-- DESCRIPTION OF THE TASK --
Set out exactly, and with nothing added, the line containing "pinky mcp: (274, 323)" and every line after it through the final line of the data.

Images with bounding boxes:
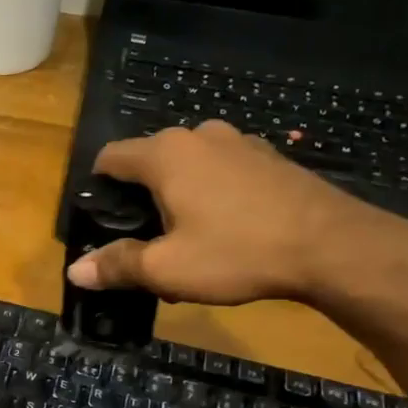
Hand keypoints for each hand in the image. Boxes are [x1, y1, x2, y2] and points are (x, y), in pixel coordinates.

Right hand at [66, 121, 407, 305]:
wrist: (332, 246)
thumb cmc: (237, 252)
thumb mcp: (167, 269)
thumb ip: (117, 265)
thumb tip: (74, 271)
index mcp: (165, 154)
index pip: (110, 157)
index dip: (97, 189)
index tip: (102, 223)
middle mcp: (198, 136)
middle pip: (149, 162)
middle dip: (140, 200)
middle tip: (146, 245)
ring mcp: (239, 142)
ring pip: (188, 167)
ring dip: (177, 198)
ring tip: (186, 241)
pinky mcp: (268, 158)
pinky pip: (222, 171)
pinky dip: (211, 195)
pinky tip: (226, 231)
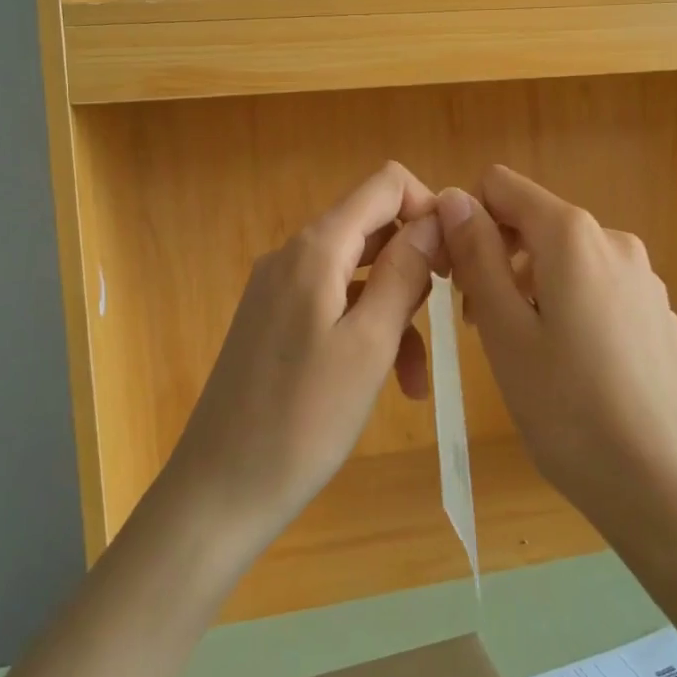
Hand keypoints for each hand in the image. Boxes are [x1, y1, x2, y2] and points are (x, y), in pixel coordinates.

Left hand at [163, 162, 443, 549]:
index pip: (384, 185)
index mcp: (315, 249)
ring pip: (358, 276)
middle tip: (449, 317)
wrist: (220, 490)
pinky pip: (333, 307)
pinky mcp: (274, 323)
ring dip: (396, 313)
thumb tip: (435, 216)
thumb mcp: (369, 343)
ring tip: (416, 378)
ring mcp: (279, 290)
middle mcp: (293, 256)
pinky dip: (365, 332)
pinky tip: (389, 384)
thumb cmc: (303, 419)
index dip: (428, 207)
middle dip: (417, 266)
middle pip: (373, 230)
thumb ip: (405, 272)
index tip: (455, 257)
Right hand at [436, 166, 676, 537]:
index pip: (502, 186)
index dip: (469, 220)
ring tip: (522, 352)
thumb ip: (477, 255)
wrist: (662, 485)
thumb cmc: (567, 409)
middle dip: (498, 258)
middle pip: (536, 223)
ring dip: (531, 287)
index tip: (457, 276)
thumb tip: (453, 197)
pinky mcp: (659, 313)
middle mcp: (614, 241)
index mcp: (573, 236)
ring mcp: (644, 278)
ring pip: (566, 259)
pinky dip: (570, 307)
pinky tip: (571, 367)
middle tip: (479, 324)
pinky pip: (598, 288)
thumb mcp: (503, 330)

-- RESULT OF THIS TASK --
pinky mcp: (274, 323)
ring dip: (396, 313)
thumb tip: (435, 216)
thumb mcp: (369, 343)
ring tip: (416, 378)
ring mcp: (279, 290)
middle mcp: (293, 256)
pinky dip: (365, 332)
pinky tip: (389, 384)
thumb cmc: (303, 419)
index dip: (428, 207)
middle dip: (417, 266)
middle pip: (373, 230)
thumb ip: (405, 272)
index tip: (455, 257)
Right hand at [436, 166, 676, 537]:
index pip: (502, 186)
index dip: (469, 220)
ring tip: (522, 352)
thumb ip: (477, 255)
wrist: (662, 485)
thumb cmc: (567, 409)
middle dip: (498, 258)
middle pip: (536, 223)
ring dip: (531, 287)
index tip: (457, 276)
thumb tip: (453, 197)
pinky mcp: (659, 313)
middle mcp: (614, 241)
index mcp: (573, 236)
ring mcp: (644, 278)
ring pip: (566, 259)
pinky dip: (570, 307)
pinky tip: (571, 367)
middle tip: (479, 324)
pinky pip: (598, 288)
thumb mcp: (503, 330)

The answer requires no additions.